Il ragazzino – la voce parlante del racconto – si sente partecipe del dramma che ancora coinvolge il padre. Ne intuisce l’intima tragicità, ancorché con crescente distacco: «Stranamente provo una certa compassione per mio padre. Capisco che si sente con le spalle al muro […]. Non vuole passare per nazista, ma le sue strutture di pensiero e lessicali si sono formate in quel periodo, e non è facile costruirsi delle alternative. Del movimento popolare che un tempo lo sosteneva non c’è più nulla. Gli sono rimasti addosso solo gli urrà, l’ebbrezza, l’esaltazione, la vuota passione per l’essere tedesco, le manie di grandezza, l’odio per gli ebrei e per i ‘deviati’, e soprattutto i lager». Sono le braci non ancora smorzate nella immensa provincia tedesca, nella Germania ‘segreta’ dei romantici Dörfer und Wälder, dei villaggi e boschi, dei paesi e delle cittadine, della musica, della poesia, della Kultur. Un mostro che si reputava esorcizzato, debellato ma che si sta risvegliando.

Tutto il romanticismo assai kitsch del teutonico Dorf, del paesino rispettoso, ordinato, si svela essere un intreccio di filisteismo, ancora intriso di comportamenti e mentalità radicati nel Terzo Reich.

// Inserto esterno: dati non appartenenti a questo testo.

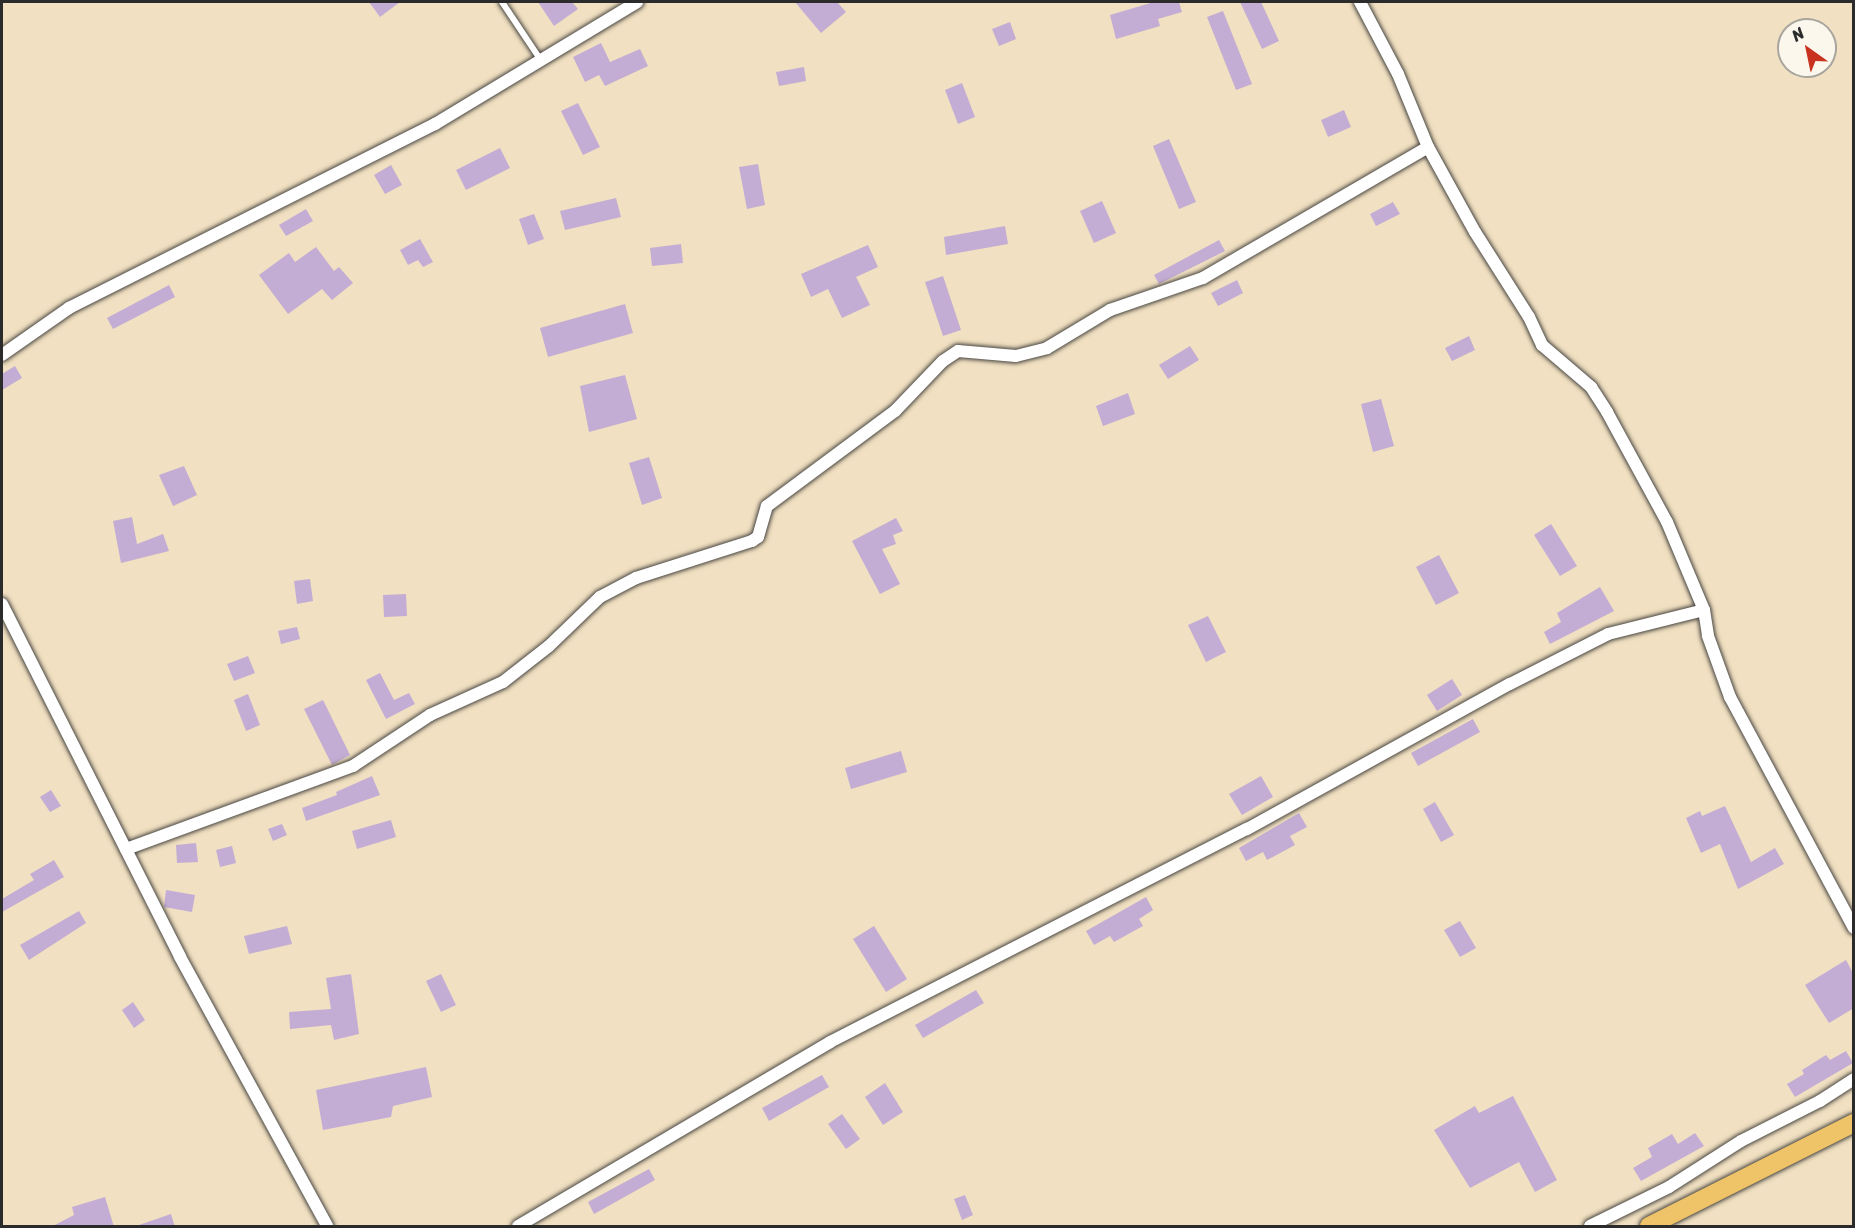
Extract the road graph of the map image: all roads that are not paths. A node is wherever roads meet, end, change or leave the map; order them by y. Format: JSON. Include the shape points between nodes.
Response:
{"nodes":[{"id":1,"x":502,"y":2,"type":"edge"},
{"id":2,"x":637,"y":2,"type":"edge"},
{"id":3,"x":1360,"y":2,"type":"edge"},
{"id":4,"x":540,"y":59,"type":"junction"},
{"id":5,"x":1428,"y":147,"type":"junction"},
{"id":6,"x":2,"y":355,"type":"edge"},
{"id":7,"x":2,"y":604,"type":"edge"},
{"id":8,"x":1704,"y":610,"type":"junction"},
{"id":9,"x":126,"y":849,"type":"junction"},
{"id":10,"x":1854,"y":928,"type":"edge"},
{"id":11,"x":1854,"y":1079,"type":"edge"},
{"id":12,"x":1854,"y":1123,"type":"edge"},
{"id":13,"x":327,"y":1227,"type":"edge"},
{"id":14,"x":518,"y":1227,"type":"edge"},
{"id":15,"x":1590,"y":1227,"type":"edge"},
{"id":16,"x":1649,"y":1227,"type":"edge"}],
"edges":[{"from":1,"to":4,"type":"lane"},
{"from":2,"to":4,"type":"street"},
{"from":3,"to":5,"type":"street","via":[[1406,91]]},
{"from":4,"to":6,"type":"street","via":[[435,124],[69,308]]},
{"from":5,"to":8,"type":"street","via":[[1542,345],[1591,387],[1607,412],[1667,522]]},
{"from":5,"to":9,"type":"street","via":[[1203,278],[1110,310],[1047,348],[1016,356],[958,351],[943,361],[895,411],[767,506],[758,537],[752,541],[636,578],[600,597],[549,646],[503,682],[430,715],[353,766]]},
{"from":7,"to":9,"type":"street"},
{"from":8,"to":10,"type":"street","via":[[1708,636],[1730,697]]},
{"from":8,"to":14,"type":"street","via":[[1608,633],[1247,829],[830,1042]]},
{"from":9,"to":13,"type":"street"},
{"from":11,"to":15,"type":"street","via":[[1741,1141],[1669,1187]]},
{"from":12,"to":16,"type":"main road"}]}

È che il distacco dal passato nazista cominciò solo con il famoso processo di Francoforte a ventidue SS del Lager di Auschwitz dal 1963 al 1965, che segnò una data di sperabile non ritorno nella storia recente tedesca. L’autore era allora un ragazzo, sprovveduto, mentre i fratelli maggiori già avvertivano il cambiamento ideologico e culturale, ma ciò che avvince è l’atmosfera musicale-provinciale di questa Germania apparentemente ancora immobile alla vigilia delle grandi trasformazioni sociali del Sessantotto. Inquietante è questo straordinario lavoro di rivisitazione attenta dell’infanzia e dell’adolescenza compiuto con eccezionale accuratezza da Selge ormai settantenne dopo una vita intensa di viaggi e di lavoro come attore affermato che a un certo punto avverte la necessità di fare i conti con il passato. È un’esperienza dolorosa per un tedesco (ma anche per un italiano): il lungo viaggio nell’inferno della memoria risuscita fantasmi, spettri, inconfessate colpe e inammissibili connivenze.

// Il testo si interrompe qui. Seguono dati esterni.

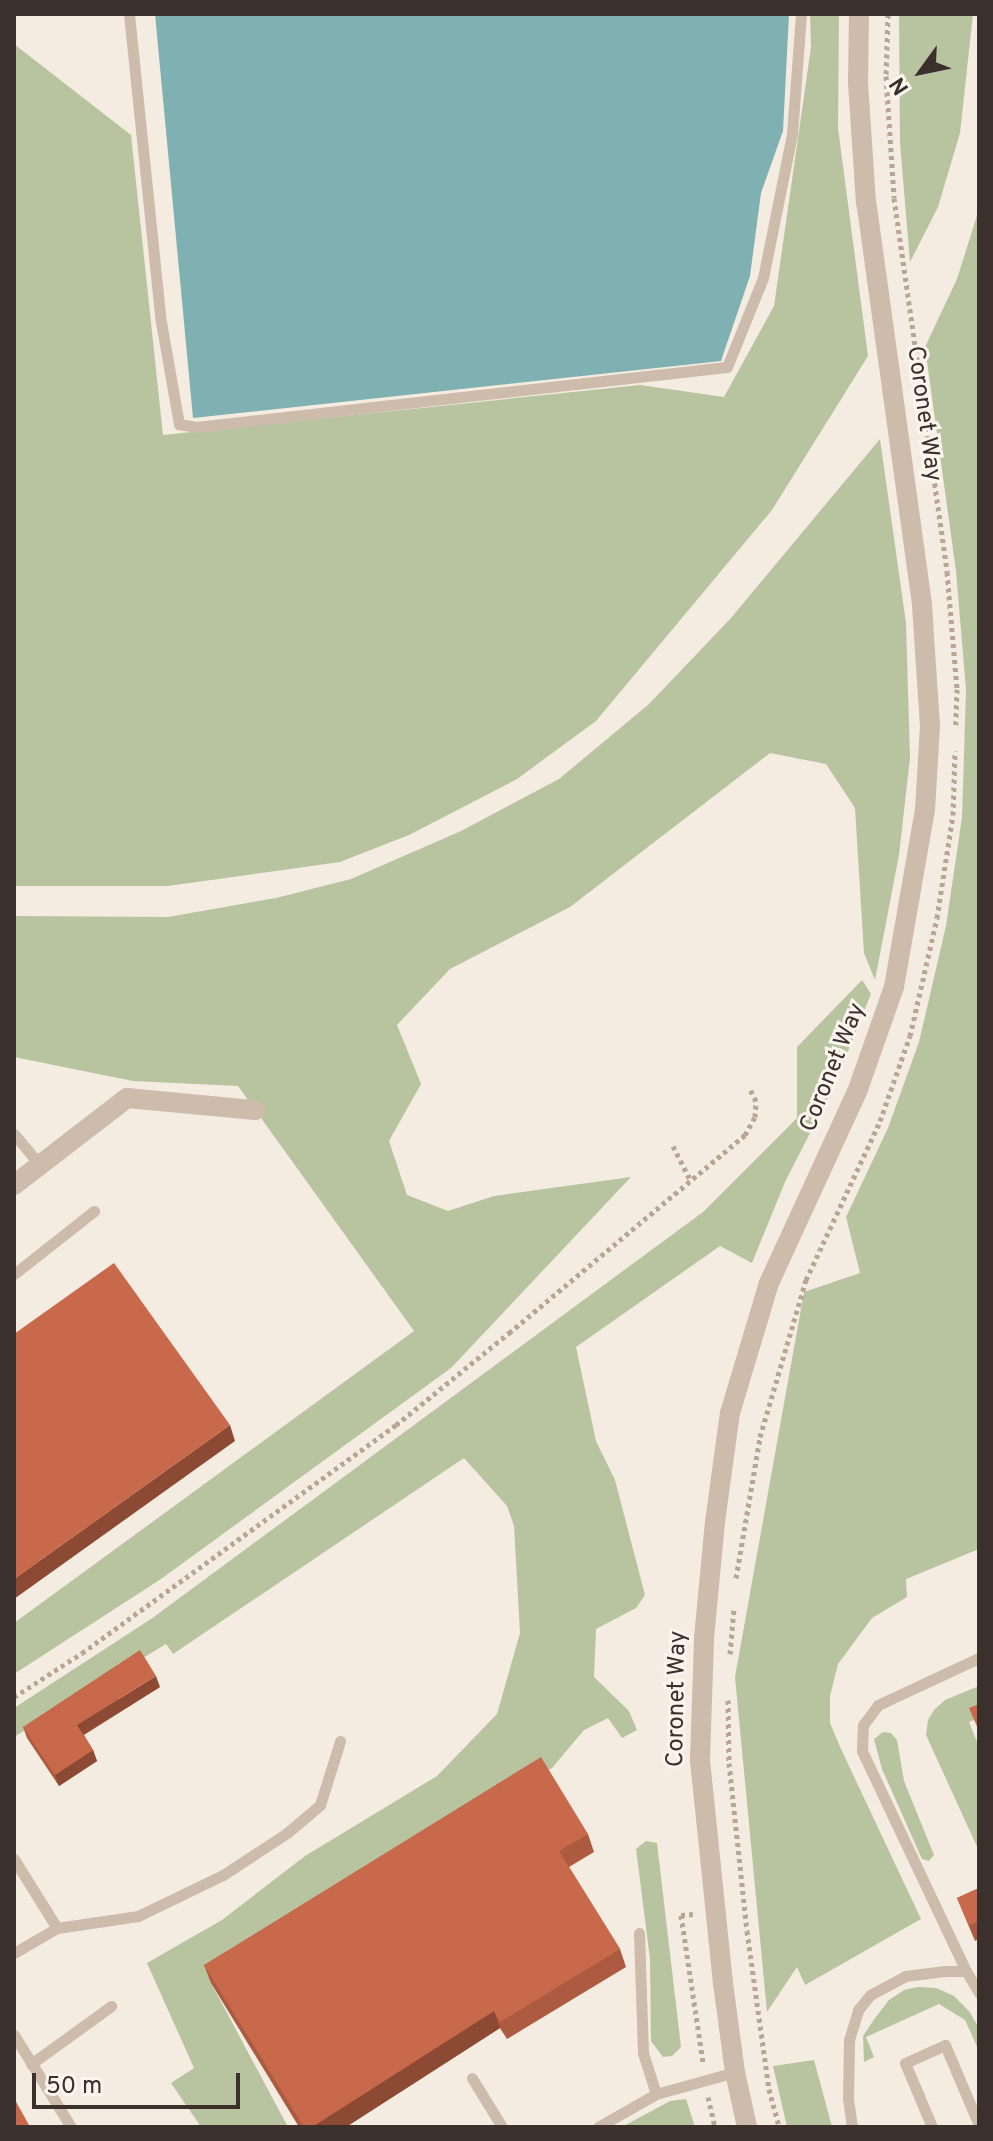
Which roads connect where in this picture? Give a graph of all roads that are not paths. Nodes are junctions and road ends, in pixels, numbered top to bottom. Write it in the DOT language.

In un sogno Edgar rivede i propri genitori, ormai scomparsi; la madre lo apostrofa con quello che è il titolo del memoir: Che bello! Finalmente ci hai trovato. Ritrovamento che significa superamento. Nella sua vita Selge ha fondato “BASTA”, un’associazione a favore dei malati di mente, in particolare degli schizofrenici. Con questo impegno l’autore esprime la sua sensibilità di attore, che per mestiere, consapevolmente, cambia sempre personalità, percependo così il disagio dei malati. Il memoir è una variazione sul tema delle maschere che si portano nella vita alla ricerca del volto autentico, che probabilmente l’attore riesce a intuire proprio nella scrittura di questa memorabile ricerca del tempo perduto.

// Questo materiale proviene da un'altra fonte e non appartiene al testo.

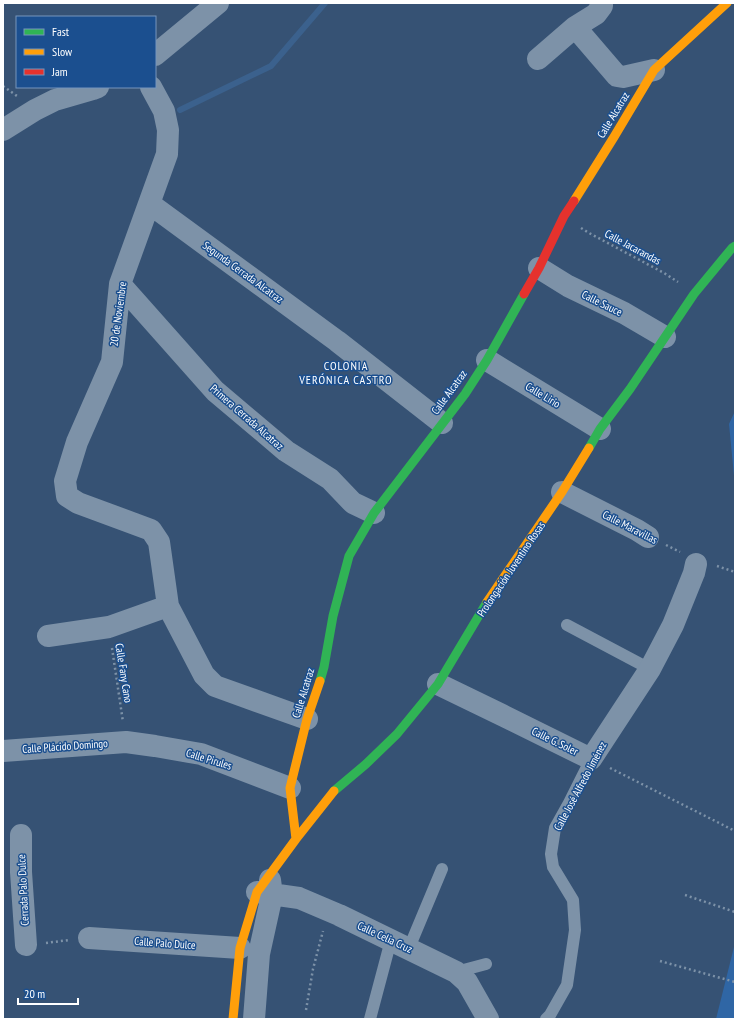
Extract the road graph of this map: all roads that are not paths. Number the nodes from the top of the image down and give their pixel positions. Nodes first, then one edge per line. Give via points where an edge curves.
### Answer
1 (218, 3) edge
2 (602, 3) edge
3 (727, 3) edge
4 (575, 27) junction
5 (156, 54) edge
6 (538, 59) dead end
7 (654, 70) junction
8 (96, 88) edge
9 (152, 88) edge
10 (3, 130) edge
11 (150, 204) junction
12 (735, 246) edge
13 (539, 268) junction
14 (120, 284) junction
15 (665, 337) junction
16 (487, 360) junction
17 (442, 423) junction
18 (600, 429) junction
19 (562, 492) junction
20 (374, 513) junction
21 (648, 537) road end
22 (696, 564) road end
23 (168, 606) junction
24 (568, 625) dead end
25 (48, 636) dead end
26 (650, 669) junction
27 (438, 684) junction
28 (307, 720) junction
29 (126, 742) joint
30 (3, 751) edge
31 (591, 759) junction
32 (290, 788) junction
33 (21, 835) dead end
34 (296, 839) junction
35 (442, 869) dead end
36 (266, 888) junction
37 (89, 938) dead end
38 (400, 944) junction
39 (26, 945) dead end
40 (240, 948) junction
41 (486, 964) dead end
42 (456, 972) junction
43 (233, 1019) edge
44 (254, 1019) edge
45 (370, 1019) edge
46 (488, 1019) edge
47 (546, 1019) edge

1 - 5 street
2 - 4 street via 596,14
3 - 7 street, Calle Alcatraz
4 - 6 street
4 - 7 street via 617,76
7 - 13 street, Calle Alcatraz via 564,216
8 - 10 street via 55,100
9 - 11 street, 20 de Noviembre via 164,111 168,130 167,154
11 - 14 street, 20 de Noviembre
11 - 17 street, Segunda Cerrada Alcatraz via 337,341
12 - 15 street, Prolongación Juventino Rosas via 694,294
13 - 15 street, Calle Sauce
13 - 16 street, Calle Alcatraz
14 - 20 street, Primera Cerrada Alcatraz via 215,391 286,451 330,479 353,503
14 - 23 street, 20 de Noviembre via 112,362 77,442 65,481 67,496 78,503 151,530 159,542
15 - 18 street, Prolongación Juventino Rosas
16 - 17 street, Calle Alcatraz
16 - 18 street, Calle Lirio
17 - 20 street, Calle Alcatraz
18 - 19 street, Prolongación Juventino Rosas
19 - 21 street, Calle Maravillas
19 - 27 street, Prolongación Juventino Rosas via 484,606
20 - 28 street, Calle Alcatraz via 349,556 324,667
22 - 26 street, Calle José Alfredo Jiménez via 673,625
23 - 25 street via 109,627
23 - 28 street via 204,675 215,686
24 - 26 lane
26 - 31 street, Calle José Alfredo Jiménez
27 - 31 street, Calle G. Soler
27 - 34 street, Prolongación Juventino Rosas via 397,734 332,793
28 - 32 street, Calle Alcatraz
29 - 30 street, Calle Plácido Domingo
29 - 32 street, Calle Pirules via 201,754
31 - 47 lane, Calle José Alfredo Jiménez via 555,828 551,854 553,867 572,900 575,930 566,985
32 - 34 street, Calle Alcatraz
33 - 39 street, Cerrada Palo Dulce
34 - 36 street, Prolongación Juventino Rosas
35 - 38 lane
36 - 38 street, Calle Celia Cruz via 328,910
36 - 40 street, Prolongación Juventino Rosas
36 - 44 street, Prolongación Juventino Rosas
37 - 40 street, Calle Palo Dulce
38 - 42 street, Calle Celia Cruz
38 - 45 lane
40 - 43 street, Prolongación Juventino Rosas
41 - 42 lane
42 - 46 street, Calle Celia Cruz via 466,982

Da ragazzo una volta era entrato in libreria per rubare l’opera di Proust, quasi un simbolo di un percorso, che attraversava la selva oscura dell’infanzia fino ai bagliori di una coscienza ritrovata nella trama dolorosa dei ricordi. In questo senso il racconto si trasforma nel più tedesco dei generi letterari, il Bildungsroman, romanzo di formazione, che è la narrazione della vera nascita dell’io che si stacca – con dolore – dalla dimensione pre-personale, ancora attaccata al mondo ancestrale, da cui si emancipa nella consapevolezza che si lascia un mondo favoloso e maligno, che prima e poi si deve di nuovo accettare, attraversare e redimere con il racconto.

Se continuiamo a tenere vivo questo spazio è grazie a te. Anche un solo euro per noi significa molto. Torna presto a leggerci e SOSTIENI DOPPIOZERO
h
TAGGED: Edgar Selge

Bollo blu Dona (Mobile)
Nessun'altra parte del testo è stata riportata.